But wait! There’s more! And it doesn’t devolve into hand-holding! Down the elevator is the narcotics department, home of Lieutenant Morgan. The game goes out of its way to make you realize he’s prissy, overpaid, and a suck-up to the Commissioner, but when you talk to him he offers this little gem of a hint:



I like it. It’s reinforcement for the player to realize that those transfer request forms aren’t just for decoration. I know what I’ll be doing later . . . once Sonny is officially on the clock!

I similarly like the tie-in to the in-box copy of the Gazette, which has an article detailing Sonny’s excellence on the force. Good writing so far!

Also, some of the descriptions in Lt. Morgan’s office are pretty funny.


“Cloun” = “Clown.” Ha ha.


Steelton, an actual location you get to visit in Police Quest II.

Back on the main floor, I come to a lobby with three doors, a table holding radio receivers, and a board replete with patrol car keys. I take a radio and a set of keys and try to go into the first door I see.



Well, it looks like getting uniformed and on-duty is the first of Sonny’s puzzles. Again, it guides the player without being too much of a tutorial.

The door on the lower-left leads to Sgt. Dooley’s office. There’s nothing to do there besides get yelled at for not being changed and in the briefing room. Dooley and his office are messes, the opposite of Lt. Morgan. I’m not sure if there’ll be anything to do in there later, but for now, there are no puzzles, so it’s off to the last accessible door in the station: the locker room!



Sonny’s locker is in the middle of the middle bank of lockers, and it presents us with the game’s first copy protection puzzle. It seems that, as in Police Quest III, super-cop Sonny here forgot his combo, but then remembers that it’s the final football score of last night’s game, conveniently chronicled in the in-box copy of the Gazette! It’s 26-9, and yes, you have to enter it every time you go to open the locker.
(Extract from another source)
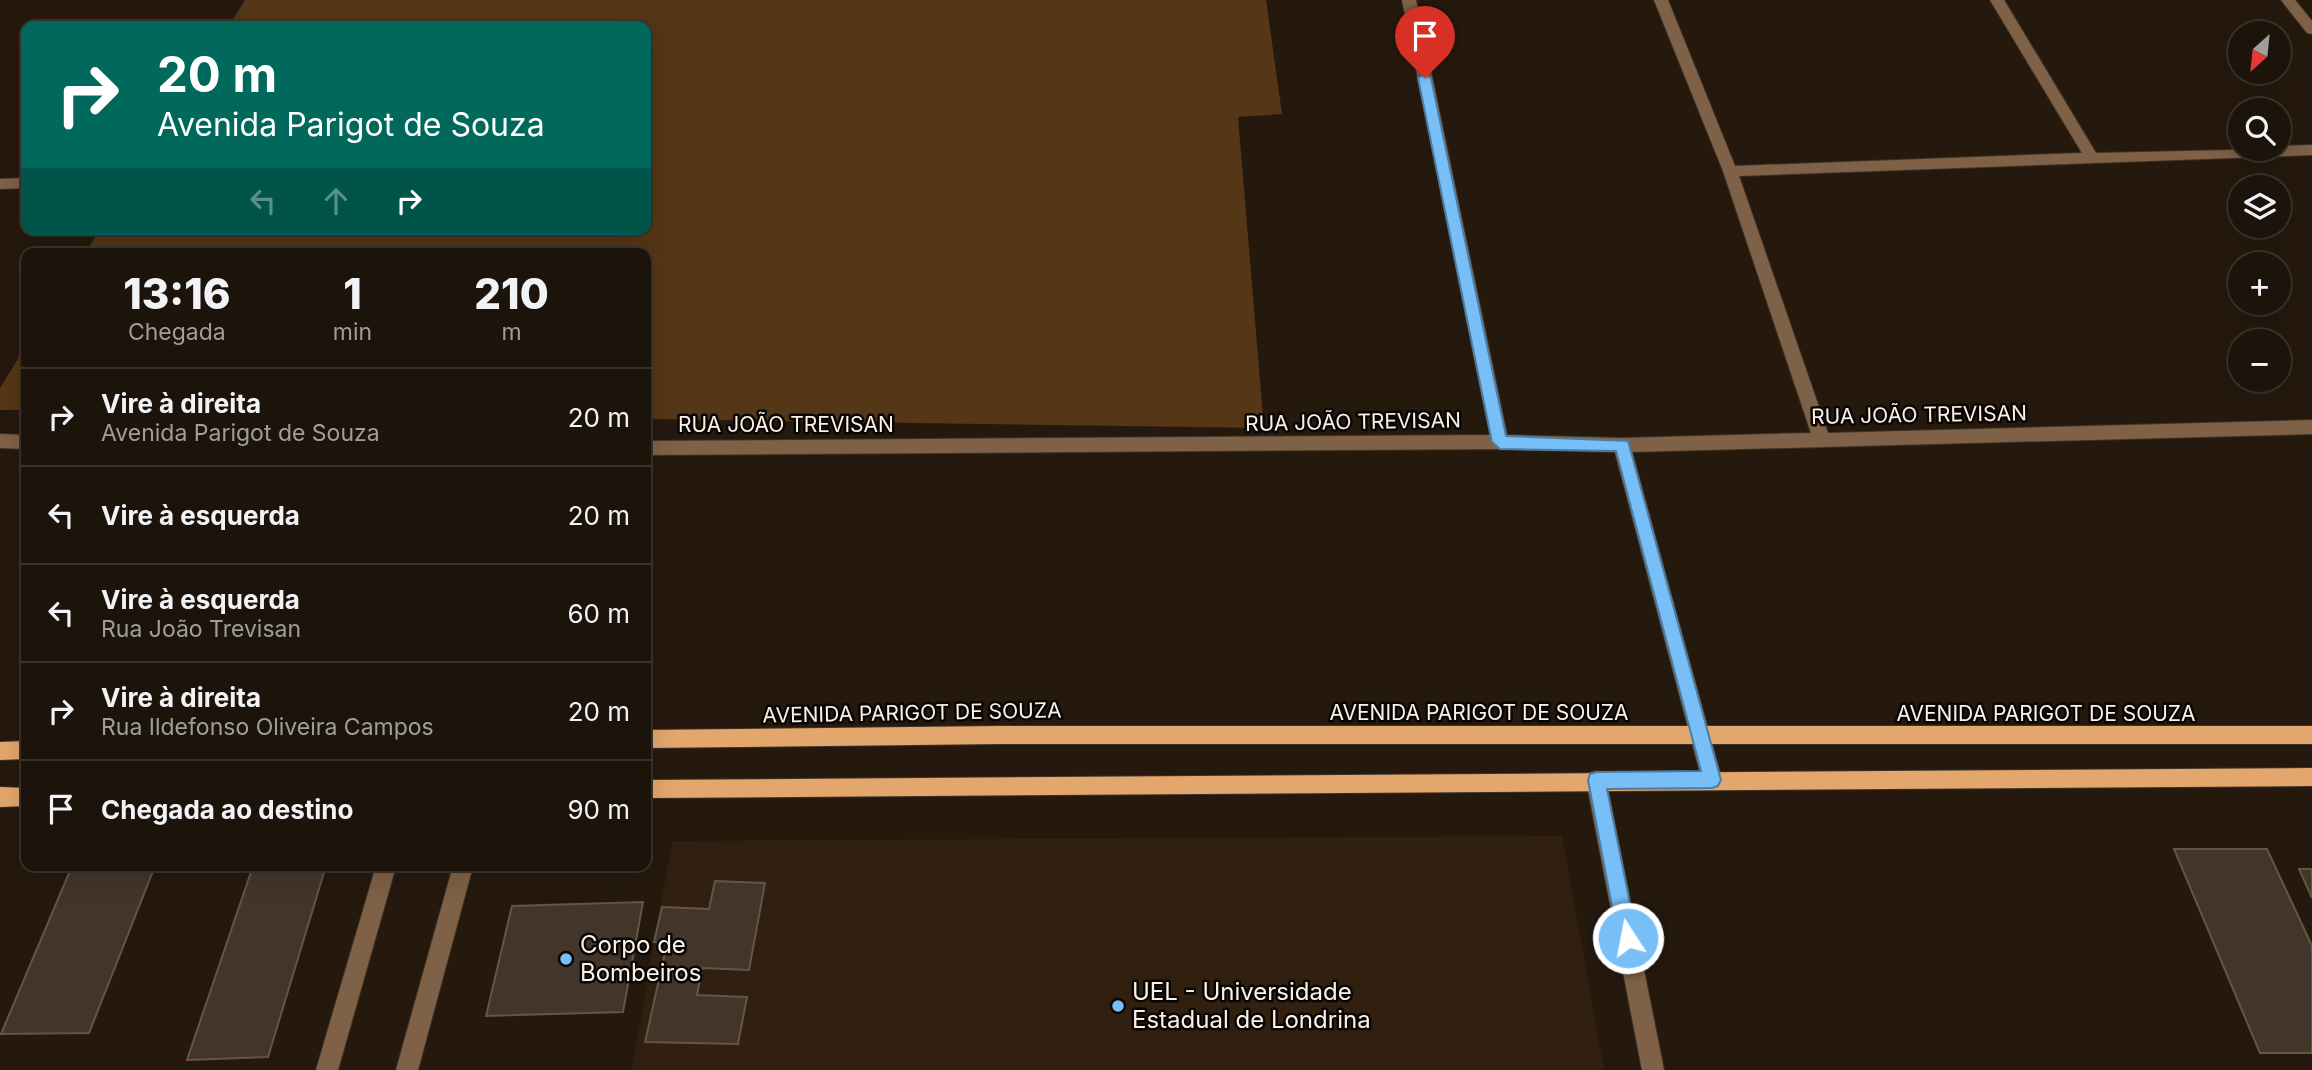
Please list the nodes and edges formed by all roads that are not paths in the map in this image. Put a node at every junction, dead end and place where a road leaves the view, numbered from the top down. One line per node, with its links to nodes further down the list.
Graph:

Inside is Sonny’s uniform, nightstick, gun, ticket book, pen, a towel, and . . . uh . . . the keys to his personal car.

. . .

How did he get to work if he had neither the keys to a patrol car nor his personal car?!



“He walked! What, are you some kind of wimp afraid of walking?”


But the game showed a squad car driving into the station at the beginning!

“It did not.”

It did too! Here’s photographic evidence depicting the scenario I just described!



As you can clearly see from Exhibit A here, a squad car is very obviously approaching the entrance to the Lytton Police Department’s underground parking garage.



And in Exhibit B, we unequivocally see said squad car making a right turn into the station’s egress and, indeed, enter said underground parking lot. Therefore, it is safe to assume that—

“Cram it, Law Boy. He walked. Who’s to say that’s Sonny’s car?”

But why would the game show it otherwise! It’s Sonny’s car. Q.E.D.

“Oh yeah? Prove it.”

You know what? Let’s just move on . . .

Grabbing the towel, Sonny heads to the shower, washes up, changes into his uniform, takes his stuff, and we’re ready to go!

More items! The inventory in Police Quest I is normal Sierra fare, where clicking on items gives you their descriptions and . . .


Bed . . . posts . . .?





“What? Cops have personal lives too, you know. What’s the big deal?”


Is . . . is this what you mean by saying you designed these games based on your own personal experiences?

“. . . I can neither confirm nor deny.”

*Shudder* Now that the game’s first puzzle is over, Sonny can get to his briefing, where Sgt. Dooley runs down a list of Lytton’s problems with drugs and violence, particularly among the young, compliments Sonny for his recent outstanding work (though warns him not to get a big head), and tells all officers to keep an eye out for a certain stolen vehicle:



Sgt. Dooley looks a little . . . nerdy, doesn’t he? I approve!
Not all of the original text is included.